In knowledge engineering, ontologies have a bad reputation - they are complex, take years to create, and people often have massive disagreements about what ontologies are there to do. Biologists famously disagree about what constitutes a ‘cell’.
But this isn’t to say there’s ‘flaw’ - there’s nothing broken about ontology technology. The real issue is that human knowledge is a profoundly complex experience. When we try to classify human knowledge, we can’t eliminate the fundamental human experiences which come with trying to make sense of the world around us.
So, don’t give up too soon, bringing ontologies into information retrieval produces some awesome results.
Ontology RAG
Ontology RAG extends Graph RAG by incorporating domain ontologies to guide knowledge extraction. This approach is particularly valuable when working with specialised domains that have well-defined conceptual structures. For many use-cases, Ontology extraction results in much improved retrieval results.
Early attempts at using ontologies in knowledge extraction attempted to guide extraction by loading the full ontology into an LLM context window. Here be dragons: Good ontologies are big, and this can easily flood the context window. In a nutshell, the TrustGraph approach is to apply the GraphRAG algorithm itself to ontologies stored as graph - an information retrieval operation is used to work out the correct subset of ontology components to use for knowledge extraction.
The process begins by selecting relevant ontology components based on the document chunks being processed. This ontology subset then guides the knowledge extraction process, ensuring that extracted entities and relationships conform to the domain model.
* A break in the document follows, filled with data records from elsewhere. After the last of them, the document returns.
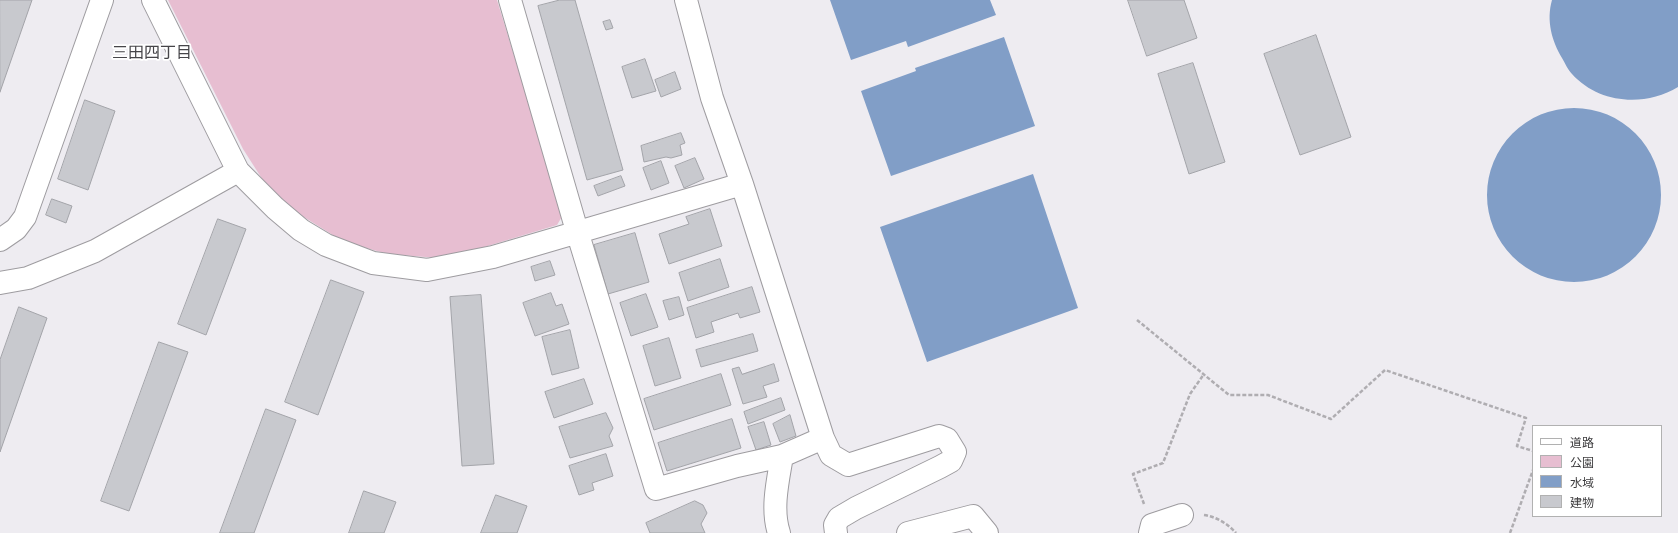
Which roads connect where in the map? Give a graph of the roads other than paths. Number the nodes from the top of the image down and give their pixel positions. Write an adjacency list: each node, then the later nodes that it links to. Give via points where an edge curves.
1 (102, 0): 8 (street, via 25,217 16,229)
2 (153, 0): 5 (street)
3 (510, 0): 7 (street)
4 (686, 0): 6 (street, via 712,98)
5 (238, 171): 7 (street, via 301,230 326,245 373,263 427,270 493,257); 9 (street, via 95,251 28,278)
6 (742, 184): 7 (street); 10 (street)
7 (577, 231): 11 (street, via 656,489)
8 (0, 240)
9 (0, 283)
10 (823, 438): 11 (street); 15 (street, via 831,455 848,465 939,436 947,439 955,452 951,461 838,518 835,525)
11 (782, 456): 14 (street, via 777,484 775,523)
12 (1182, 515): 13 (street)
13 (1151, 529)
14 (779, 533)
15 (836, 533)
16 (908, 533): 17 (street, via 973,516)
17 (987, 533)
The result is a more consistent and semantically precise knowledge graph, with embeddings that align with the ontological structure.
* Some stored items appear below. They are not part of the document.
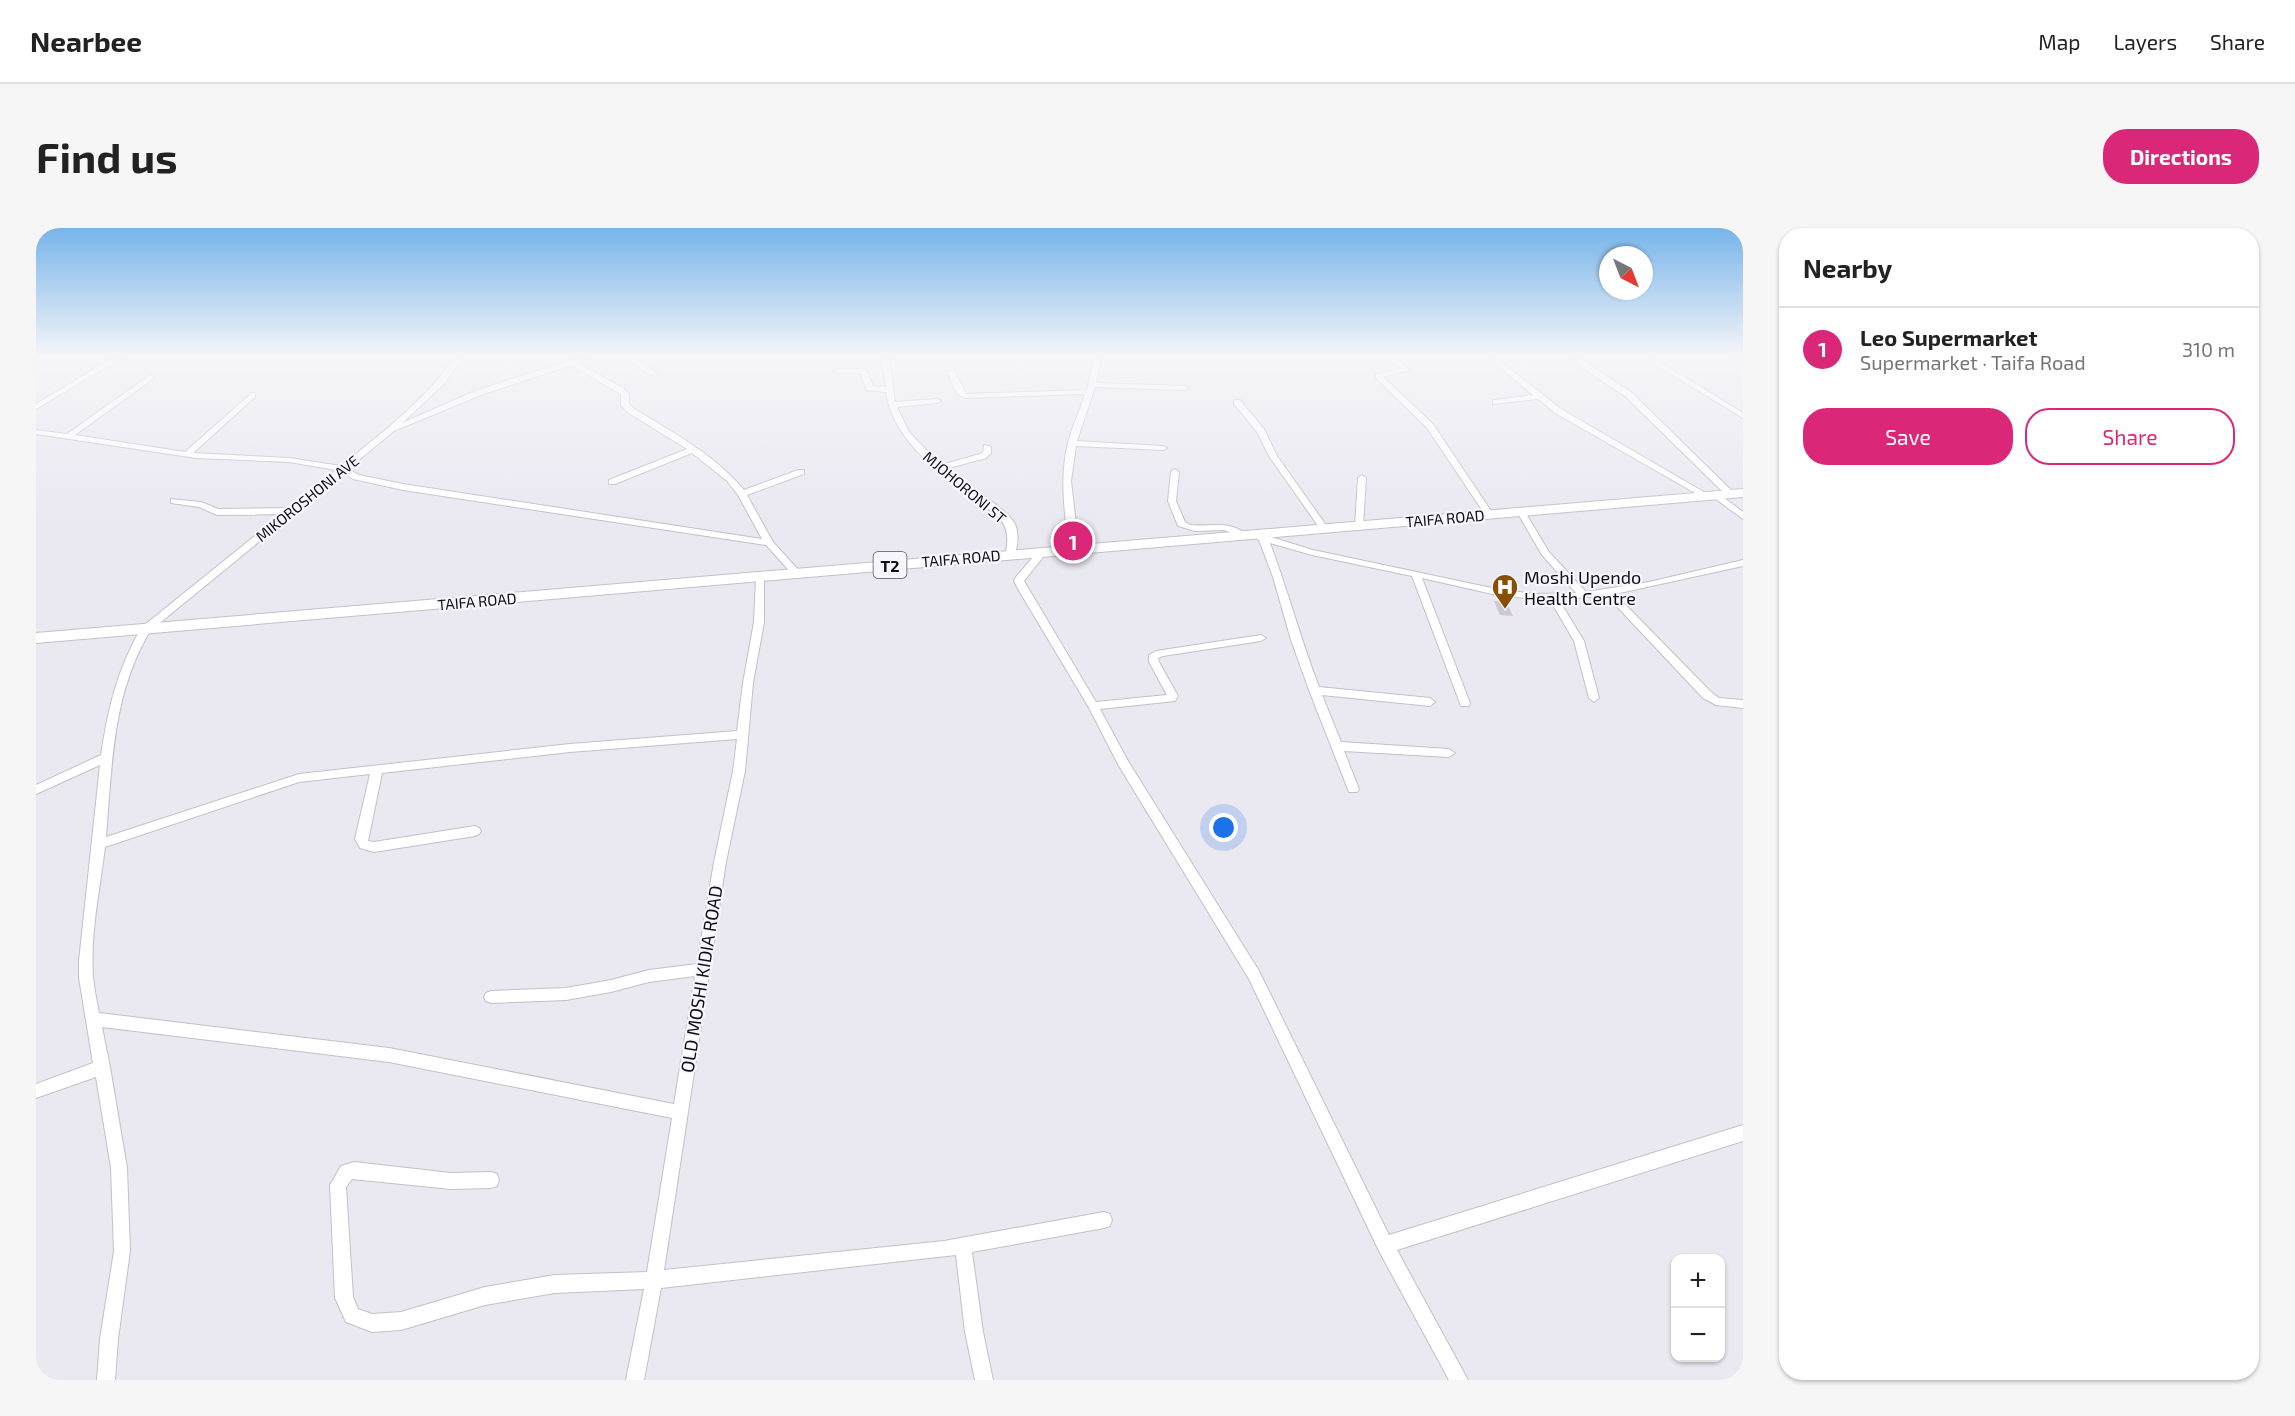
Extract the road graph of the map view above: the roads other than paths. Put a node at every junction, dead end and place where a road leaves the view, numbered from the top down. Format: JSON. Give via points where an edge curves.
{"nodes":[{"id":1,"x":103,"y":411,"type":"edge"},
{"id":2,"x":235,"y":411,"type":"edge"},
{"id":3,"x":410,"y":411,"type":"edge"},
{"id":4,"x":436,"y":411,"type":"edge"},
{"id":5,"x":631,"y":411,"type":"edge"},
{"id":6,"x":895,"y":411,"type":"edge"},
{"id":7,"x":1083,"y":411,"type":"edge"},
{"id":8,"x":1244,"y":411,"type":"edge"},
{"id":9,"x":1414,"y":411,"type":"edge"},
{"id":10,"x":1558,"y":411,"type":"edge"},
{"id":11,"x":1644,"y":411,"type":"edge"},
{"id":12,"x":36,"y":432,"type":"edge"},
{"id":13,"x":388,"y":432,"type":"junction"},
{"id":14,"x":70,"y":435,"type":"junction"},
{"id":15,"x":1072,"y":443,"type":"junction"},
{"id":16,"x":987,"y":447,"type":"dead end"},
{"id":17,"x":1163,"y":448,"type":"dead end"},
{"id":18,"x":693,"y":450,"type":"junction"},
{"id":19,"x":188,"y":453,"type":"junction"},
{"id":20,"x":939,"y":468,"type":"junction"},
{"id":21,"x":342,"y":469,"type":"junction"},
{"id":22,"x":801,"y":472,"type":"dead end"},
{"id":23,"x":1175,"y":472,"type":"dead end"},
{"id":24,"x":1362,"y":478,"type":"dead end"},
{"id":25,"x":612,"y":482,"type":"dead end"},
{"id":26,"x":742,"y":494,"type":"junction"},
{"id":27,"x":1724,"y":494,"type":"edge"},
{"id":28,"x":174,"y":501,"type":"dead end"},
{"id":29,"x":292,"y":511,"type":"junction"},
{"id":30,"x":1521,"y":512,"type":"junction"},
{"id":31,"x":1490,"y":514,"type":"junction"},
{"id":32,"x":1743,"y":516,"type":"edge"},
{"id":33,"x":1359,"y":526,"type":"junction"},
{"id":34,"x":1324,"y":528,"type":"junction"},
{"id":35,"x":1252,"y":535,"type":"junction"},
{"id":36,"x":769,"y":543,"type":"junction"},
{"id":37,"x":1074,"y":550,"type":"junction"},
{"id":38,"x":1042,"y":552,"type":"junction"},
{"id":39,"x":1011,"y":554,"type":"junction"},
{"id":40,"x":1743,"y":563,"type":"edge"},
{"id":41,"x":797,"y":574,"type":"junction"},
{"id":42,"x":1416,"y":574,"type":"junction"},
{"id":43,"x":761,"y":578,"type":"junction"},
{"id":44,"x":1607,"y":591,"type":"junction"},
{"id":45,"x":1583,"y":594,"type":"junction"},
{"id":46,"x":1553,"y":597,"type":"junction"},
{"id":47,"x":146,"y":629,"type":"junction"},
{"id":48,"x":36,"y":638,"type":"edge"},
{"id":49,"x":1261,"y":638,"type":"dead end"},
{"id":50,"x":1314,"y":690,"type":"junction"},
{"id":51,"x":1594,"y":698,"type":"dead end"},
{"id":52,"x":1430,"y":702,"type":"dead end"},
{"id":53,"x":1465,"y":703,"type":"dead end"},
{"id":54,"x":1743,"y":704,"type":"edge"},
{"id":55,"x":1093,"y":706,"type":"junction"},
{"id":56,"x":742,"y":735,"type":"junction"},
{"id":57,"x":1337,"y":747,"type":"junction"},
{"id":58,"x":1449,"y":753,"type":"dead end"},
{"id":59,"x":107,"y":757,"type":"junction"},
{"id":60,"x":377,"y":768,"type":"junction"},
{"id":61,"x":1353,"y":789,"type":"dead end"},
{"id":62,"x":36,"y":790,"type":"edge"},
{"id":63,"x":475,"y":831,"type":"dead end"},
{"id":64,"x":99,"y":844,"type":"junction"},
{"id":65,"x":704,"y":969,"type":"junction"},
{"id":66,"x":491,"y":997,"type":"dead end"},
{"id":67,"x":94,"y":1019,"type":"junction"},
{"id":68,"x":103,"y":1067,"type":"junction"},
{"id":69,"x":36,"y":1091,"type":"edge"},
{"id":70,"x":679,"y":1112,"type":"junction"},
{"id":71,"x":1743,"y":1133,"type":"edge"},
{"id":72,"x":491,"y":1180,"type":"dead end"},
{"id":73,"x":1104,"y":1220,"type":"dead end"},
{"id":74,"x":1385,"y":1245,"type":"junction"},
{"id":75,"x":963,"y":1246,"type":"junction"},
{"id":76,"x":654,"y":1280,"type":"junction"},
{"id":77,"x":106,"y":1380,"type":"edge"},
{"id":78,"x":635,"y":1380,"type":"edge"},
{"id":79,"x":984,"y":1380,"type":"edge"},
{"id":80,"x":1459,"y":1380,"type":"edge"}],
"edges":[{"from":1,"to":14,"type":"street"},
{"from":2,"to":19,"type":"street"},
{"from":3,"to":13,"type":"street","name":"MIKOROSHONI AVE"},
{"from":4,"to":13,"type":"street"},
{"from":5,"to":18,"type":"street"},
{"from":6,"to":20,"type":"street","name":"MJOHORONI ST","via":[[906,433]]},
{"from":7,"to":15,"type":"street"},
{"from":8,"to":34,"type":"street"},
{"from":9,"to":31,"type":"street","via":[[1430,426]]},
{"from":10,"to":27,"type":"street"},
{"from":11,"to":27,"type":"street"},
{"from":12,"to":14,"type":"street"},
{"from":13,"to":21,"type":"street","name":"MIKOROSHONI AVE"},
{"from":14,"to":19,"type":"street"},
{"from":15,"to":17,"type":"street"},
{"from":15,"to":37,"type":"street","via":[[1065,488]]},
{"from":16,"to":20,"type":"street","via":[[983,456]]},
{"from":18,"to":25,"type":"street"},
{"from":18,"to":26,"type":"street","via":[[730,479]]},
{"from":19,"to":21,"type":"street","via":[[289,460]]},
{"from":20,"to":39,"type":"street","name":"MJOHORONI ST","via":[[1010,524]]},
{"from":21,"to":29,"type":"street","name":"MIKOROSHONI AVE"},
{"from":21,"to":36,"type":"street","via":[[356,477],[403,487]]},
{"from":22,"to":26,"type":"street"},
{"from":23,"to":35,"type":"street","via":[[1172,501],[1181,524],[1193,528],[1228,526]]},
{"from":24,"to":33,"type":"street"},
{"from":26,"to":36,"type":"street"},
{"from":27,"to":30,"type":"highway","name":"TAIFA ROAD","number":"T2"},
{"from":27,"to":32,"type":"street"},
{"from":28,"to":29,"type":"street","via":[[201,505],[217,513]]},
{"from":29,"to":47,"type":"street","name":"MIKOROSHONI AVE"},
{"from":30,"to":31,"type":"highway","name":"TAIFA ROAD","number":"T2"},
{"from":30,"to":45,"type":"street","via":[[1545,554]]},
{"from":31,"to":33,"type":"highway","name":"TAIFA ROAD","number":"T2"},
{"from":33,"to":34,"type":"highway","name":"TAIFA ROAD","number":"T2"},
{"from":34,"to":35,"type":"highway","name":"TAIFA ROAD","number":"T2"},
{"from":35,"to":37,"type":"highway","name":"TAIFA ROAD","number":"T2"},
{"from":35,"to":42,"type":"street"},
{"from":35,"to":50,"type":"street"},
{"from":36,"to":41,"type":"street"},
{"from":37,"to":38,"type":"highway","name":"TAIFA ROAD","number":"T2"},
{"from":38,"to":39,"type":"highway","name":"TAIFA ROAD","number":"T2"},
{"from":38,"to":55,"type":"street","via":[[1019,581]]},
{"from":39,"to":41,"type":"highway","name":"TAIFA ROAD","number":"T2"},
{"from":40,"to":44,"type":"street"},
{"from":41,"to":43,"type":"highway","name":"TAIFA ROAD","number":"T2"},
{"from":42,"to":46,"type":"street","via":[[1485,590]]},
{"from":42,"to":53,"type":"street"},
{"from":43,"to":47,"type":"highway","name":"TAIFA ROAD","number":"T2"},
{"from":43,"to":56,"type":"street","name":"OLD MOSHI KIDIA ROAD","via":[[759,622]]},
{"from":44,"to":45,"type":"street"},
{"from":44,"to":54,"type":"street","via":[[1707,695],[1716,701]]},
{"from":45,"to":46,"type":"street"},
{"from":46,"to":51,"type":"street","via":[[1579,641]]},
{"from":47,"to":48,"type":"highway","name":"TAIFA ROAD","number":"T2"},
{"from":47,"to":59,"type":"street","name":"MIKOROSHONI AVE","via":[[127,660]]},
{"from":49,"to":55,"type":"street","via":[[1160,653],[1153,657],[1154,662],[1171,698]]},
{"from":50,"to":52,"type":"street"},
{"from":50,"to":57,"type":"street"},
{"from":55,"to":74,"type":"street","via":[[1129,772],[1254,975]]},
{"from":56,"to":60,"type":"street"},
{"from":56,"to":65,"type":"street","name":"OLD MOSHI KIDIA ROAD"},
{"from":57,"to":58,"type":"street"},
{"from":57,"to":61,"type":"street"},
{"from":59,"to":62,"type":"street"},
{"from":59,"to":64,"type":"street","name":"MIKOROSHONI AVE"},
{"from":60,"to":63,"type":"street","via":[[361,838],[364,845],[374,847]]},
{"from":60,"to":64,"type":"street","via":[[300,778]]},
{"from":64,"to":67,"type":"street","name":"MIKOROSHONI AVE","via":[[85,947]]},
{"from":65,"to":66,"type":"street","via":[[566,994]]},
{"from":65,"to":70,"type":"street","name":"OLD MOSHI KIDIA ROAD"},
{"from":67,"to":68,"type":"street","name":"MIKOROSHONI AVE"},
{"from":67,"to":70,"type":"street","via":[[389,1055]]},
{"from":68,"to":69,"type":"street"},
{"from":68,"to":77,"type":"street","name":"MIKOROSHONI AVE","via":[[119,1168],[122,1251]]},
{"from":70,"to":76,"type":"street","name":"OLD MOSHI KIDIA ROAD"},
{"from":71,"to":74,"type":"street"},
{"from":72,"to":76,"type":"street","via":[[451,1181],[347,1172],[338,1185],[338,1203],[344,1298],[352,1316],[372,1323],[401,1321],[485,1296],[555,1284]]},
{"from":73,"to":75,"type":"street"},
{"from":74,"to":80,"type":"street"},
{"from":75,"to":76,"type":"street"},
{"from":75,"to":79,"type":"street"},
{"from":76,"to":78,"type":"street","name":"OLD MOSHI KIDIA ROAD"}]}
When this technique is widely adopted by all the AI frameworks, remember TrustGraph was pioneering this capability in 2025.
Document RAG
Document RAG is the traditional approach that dominated early RAG implementations circa 2020. It remains available in TrustGraph for completeness, but represents a significantly less sophisticated approach compared to Graph RAG.
The process is straightforward: document chunks are embedded directly and stored in a vector database. At query time, similar chunks are retrieved based on embedding similarity and passed to the LLM as context.

While simple to implement, Document RAG has fundamental limitations:
- No relationship awareness: Retrieved chunks are isolated text fragments with no understanding of how concepts relate to each other
- Context window pollution: Raw text chunks consume token budget inefficiently compared to structured knowledge
- Semantic drift: Embedding similarity often retrieves superficially related content rather than genuinely relevant information
- Poor multi-hop reasoning: Questions requiring synthesis across multiple facts perform poorly when context is fragmented text
For most use cases, Graph RAG or Ontology RAG will deliver substantially better results.